Creative nonfiction may be the literary equivalent of medical general practice. It is just as broad-based and difficult to define, having no strict boundaries. As a form, it zooms in on micro-details but also zooms out to deal with broader issues, which are of equal importance and worthy of wider consideration. And it listens to story truths, serving as a kind of meeting point for various genres, various specialties. That seems a pretty good definition of a family physician to me.
Scientific and literary creativity intersect. Creativity has nothing to do with specialization or genre. What may help promote creativity more is the ability to see things from a different angle—being an outsider. Perhaps this is why family physicians and creative nonfiction writers, who see things through the perspective of a broad lens, are often considered mavericks in their professions. According to Cormac McCarthy, the link between great science and great writing is “being willing to say something nine-tenths of people will say is wrong.” How often have I received a letter from a specialist telling me the best cure for my patient is to send them to a psychiatrist? More often than not, my intuitive “inner chicken” is proven right as we eventually uncover some rare disease as the cause of the patient’s bizarre constellation of symptoms. General practice in medicine and creative nonfiction in the literary arena are both journeys of exploration, often taking paths that seem to meander, wandering around the subject while observing and trying to figure out the truth.
Maybe the reason I love family medicine and creative nonfiction is that both are about taking your time to listen to the story as it unravels during the telling. As I analyze a medical history in order to make a diagnosis, or struggle to craft an essay, it is often those little intuitive sidetracks and dirt roads that lead me to the answer I have been searching for—that “Eureka!” or “Aha!” moment that Lehrer and others describe as an integral part of the creative process. Of course, these moments don’t always come to you in an instant of sudden realization; more often, they develop over time. Jerome Groopman, Professor of Internal Medicine at Harvard University, a staff writer at The New Yorker and the author of several books including “How Doctors Think,” describes his creative thought processes as evolving, rather than arriving as a distinctive and sudden revelation. When I spoke to him about my hypothesis of taking a macro approach in order to reach this “Aha!” moment of understanding, he reflected on his own writing process: “Alas, I don’t really have such a moment to recount. Thoughts seem to drift into my mind in multiples, meaning not a single epiphany but rather groups of ideas, which then get winnowed. As it happens, this often occurs when I’m swimming, perhaps because of the sensory isolation and the repetitive turns while counting laps.”
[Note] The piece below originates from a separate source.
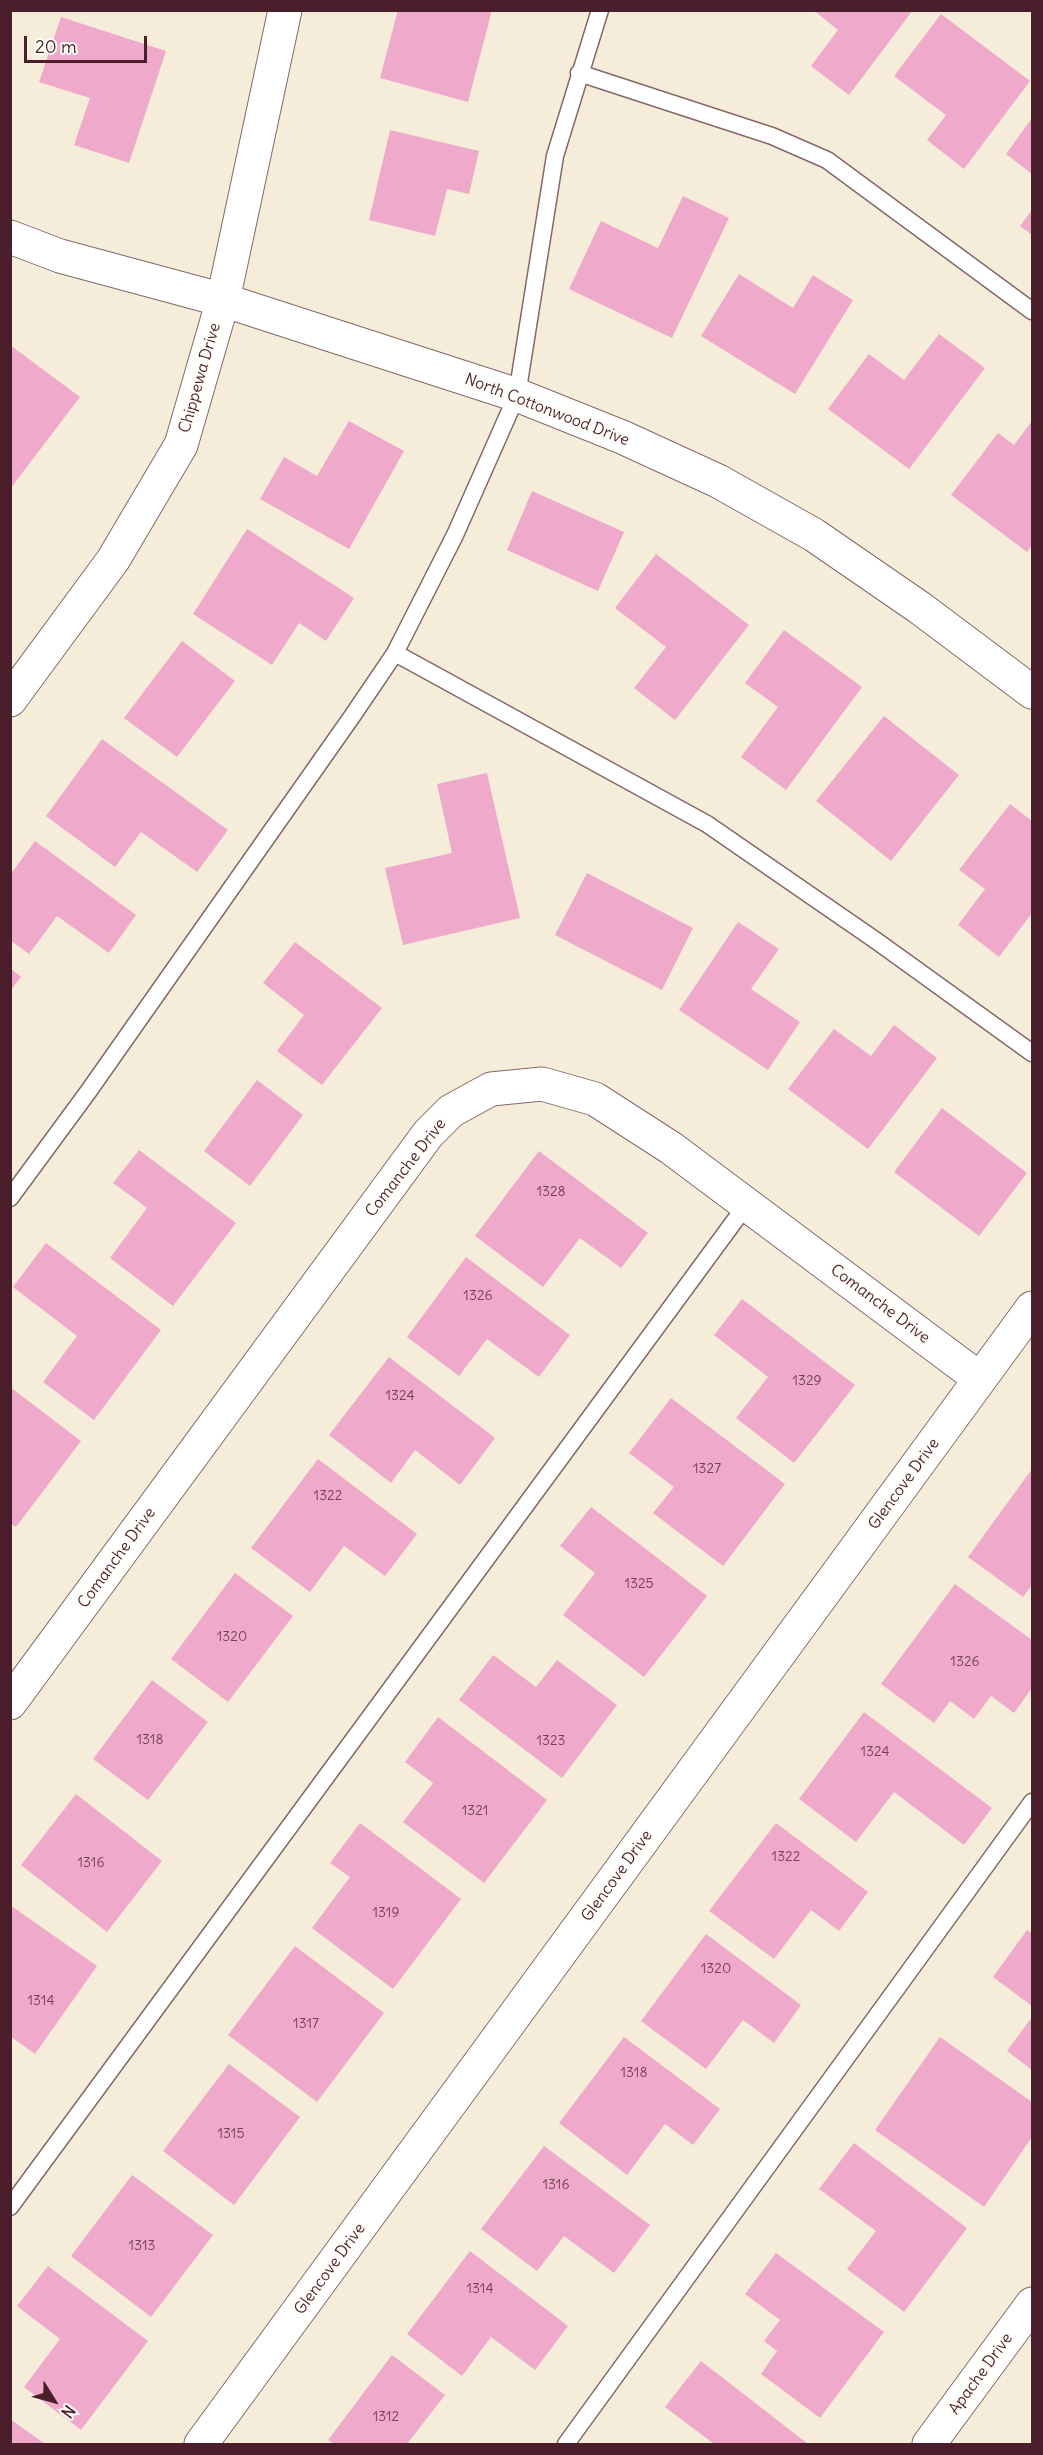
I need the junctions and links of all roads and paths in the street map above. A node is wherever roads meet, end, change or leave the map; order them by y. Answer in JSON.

Writers of creative nonfiction often say things in a fresh and enlightening way; they synthesize others’ research and communicate it effectively to a wider audience. Creative nonfiction writers examine subjects through a broad lens that reflects the truth: Anne Lamott does this on the process of writing, Malcolm Gladwell on the art of decision making and George Orwell on our prejudice against beggars.
General practice and creative nonfiction share common ground when they zoom out from their subjects and take a broad overview. I specialize in being a generalist; knowing a little bit about a lot is the gig for me as a family physician. It’s how many creative nonfiction writers roll, too. Both professions are built on expecting the unexpected; as a matter of fact, the best actively search it out. In the end, it’s not the genre or the specialty that counts: It’s the truth of the story and the journey that matter most.